IFILM already is showing a feature, albeit one chopped into 10 segments: “The Sadness of Sex” a 1995 film from “Stigmata” director Rupert Wainwright.

“That works very well, particularly because it’s very dialogue driven,” Hindes said.

Dialogue, you see, tends to come through no matter how small or pixilated the movie’s picture is. Some speculate that if the Internet catches on as a popular venue for watching movies, the aesthetics of filmmaking might change as directors tailor their works to the format.

“Animation works really well,” Hindes said. “Comedy works well. Obviously, sweeping panoramic vistas don’t do well. Closeups of faces work really well.”

Not everyone is sold on the Internet as the future of film exhibition.

“It’s still a very, very primitive medium,” Lions Gate Films co-president Mark Urman said at Sundance. “If a short film can be seen anywhere, that’s great, because they usually are shown at the beginning of movies here and go away. But it has nothing to do with feature films. Nothing.”

Variety technology reporter Marc Graser also isn’t convinced despite reports of Web sites receiving oodles of hits.
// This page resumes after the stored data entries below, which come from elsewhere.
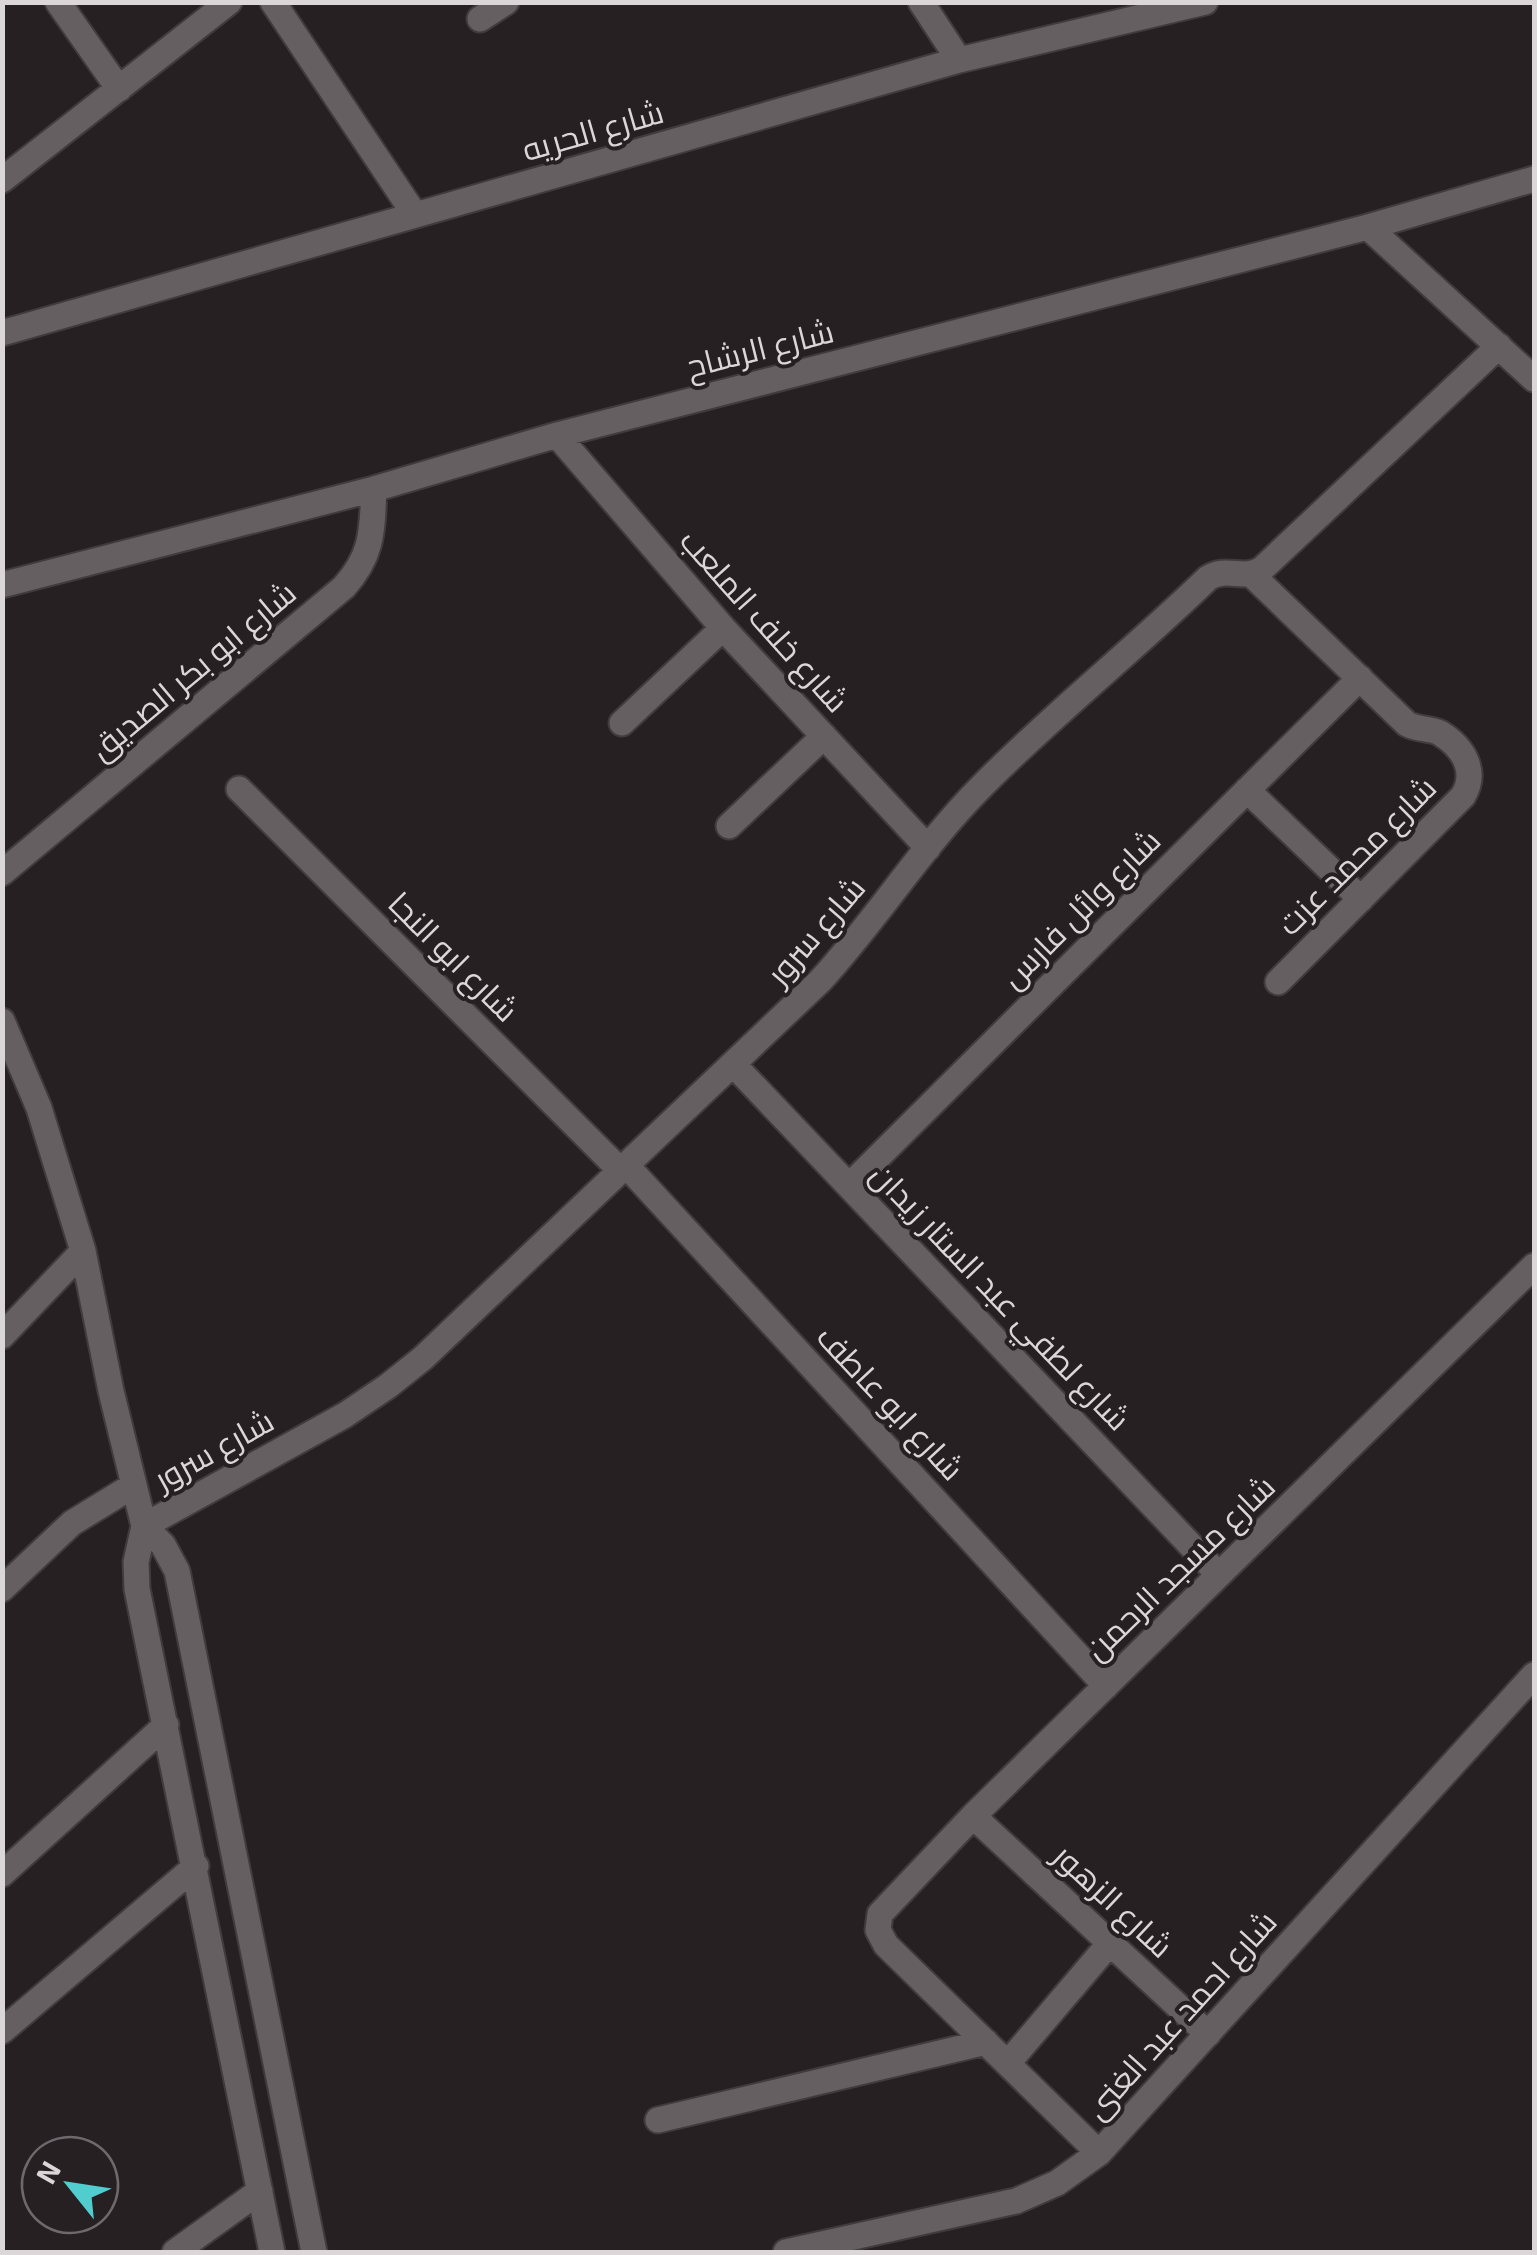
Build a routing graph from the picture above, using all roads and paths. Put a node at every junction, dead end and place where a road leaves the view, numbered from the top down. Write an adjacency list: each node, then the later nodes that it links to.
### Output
1 (58, 2): 9 (street)
2 (229, 2): 9 (street)
3 (273, 2): 12 (street)
4 (506, 2): 7 (street)
5 (921, 2): 8 (street)
6 (1205, 2): 8 (street, شارع الحريه)
7 (480, 19)
8 (960, 60): 12 (street, شارع الحريه)
9 (119, 88): 11 (street)
10 (1534, 179): 13 (street, شارع الرشاح)
11 (2, 180)
12 (415, 215): 14 (street, شارع الحريه)
13 (1368, 227): 15 (street); 17 (street, شارع الرشاح)
14 (2, 333)
15 (1499, 346): 16 (street); 19 (street)
16 (1534, 379)
17 (556, 435): 18 (street, شارع الرشاح); 21 (street, شارع خلف الملعب)
18 (374, 489): 20 (street, شارع الرشاح); 29 (street, شارع ابو بكر الصديق)
19 (1252, 575): 22 (street, شارع محمد عزت); 28 (street, شارع سرور)
20 (2, 584)
21 (723, 628): 23 (street); 24 (street, شارع خلف الملعب)
22 (1360, 678): 26 (street, شارع وائل فارس); 30 (street, شارع محمد عزت)
23 (622, 723)
24 (824, 736): 27 (street); 28 (street, شارع خلف الملعب)
25 (238, 789): 34 (street, شارع ابو النجا)
26 (1247, 790): 30 (street); 35 (street, شارع وائل فارس)
27 (728, 826)
28 (928, 848): 33 (street, شارع سرور)
29 (2, 873)
30 (1361, 899): 31 (street, شارع محمد عزت)
31 (1278, 982)
32 (2, 1022): 36 (street)
33 (733, 1064): 34 (street, شارع سرور); 35 (street, شارع لطفي عبد الستار زيدان)
34 (623, 1168): 40 (street, شارع سرور); 44 (street, شارع ابو عاطف)
35 (849, 1186): 41 (street, شارع لطفي عبد الستار زيدان)
36 (83, 1252): 38 (street); 39 (street)
37 (1534, 1266): 41 (street, شارع مسجد الرحمن)
38 (2, 1336)
39 (134, 1485): 40 (street); 42 (street)
40 (144, 1526): 45 (street); 59 (street)
41 (1219, 1575): 44 (street, شارع مسجد الرحمن)
42 (2, 1589)
43 (1534, 1675): 51 (street, شارع احمد عبد الغنى)
44 (1106, 1686): 46 (street, شارع مسجد الرحمن)
45 (166, 1725): 47 (street); 48 (street)
46 (974, 1816): 49 (street, شارع الزهور); 52 (street, شارع مسجد الرحمن)
47 (196, 1866): 50 (street); 56 (street)
48 (2, 1874)
49 (1110, 1943): 51 (street, شارع الزهور); 53 (street)
50 (2, 2031)
51 (1208, 2034): 55 (street, شارع احمد عبد الغنى)
52 (986, 2042): 53 (street); 54 (street)
53 (1008, 2064): 55 (street)
54 (658, 2120)
55 (1099, 2153): 60 (street, شارع احمد عبد الغنى)
56 (260, 2191): 57 (street); 58 (street)
57 (175, 2252)
58 (272, 2252)
59 (314, 2252)
60 (786, 2252)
“All these companies are rolling out, they’re searching for all this material, but at the end of the day does the public really want to watch this stuff? I don’t know,” Graser said. “I don’t know anyone who watches it, and I cover this industry.”

Graser predicted the breakthrough will happen “when the Internet and TV converge” and when the content becomes more mainstream.

“A lot of these short films are like independent films,” he said. “They’re weird. People don’t really want to watch this stuff. When these films start including actors that people recognize, people will start to get more interested.”

THEATERS SEE NO THREAT IN THE NET

One question raised by Internet films is how they might affect movie theaters. Many industry types thought the emergence of videocassettes would sound the death gong for theatrical films, yet business has boomed even after VCRs came along. Peter Clemente, vice president of the Internet research film Cyber Dialogue, says he envisions a similar complementary relationship between the Internet and cinemas.

“The Internet is much less a displacement medium than a parallel medium,” he said, citing a study indicating that people who download movie clips or songs are twice as likely to buy the corresponding movie tickets or CDs. “Yes, it’s going to have an impact. It’s going to have a positive impact.”

Case in point: Mark Osborne said he thinks “More,” his 1998 Oscar-nominated animated short, has an improved chance of reaching IMAX theaters because it has been so popular on the Internet.

“Now people are asking, `How can I see it in a theater?”‘ he said. “So many people e-mail me and ask to buy copies on VHS because they want to see it bigger, they want to appreciate it. So it doesn’t spoil anything to see it that size. It just makes you want more.”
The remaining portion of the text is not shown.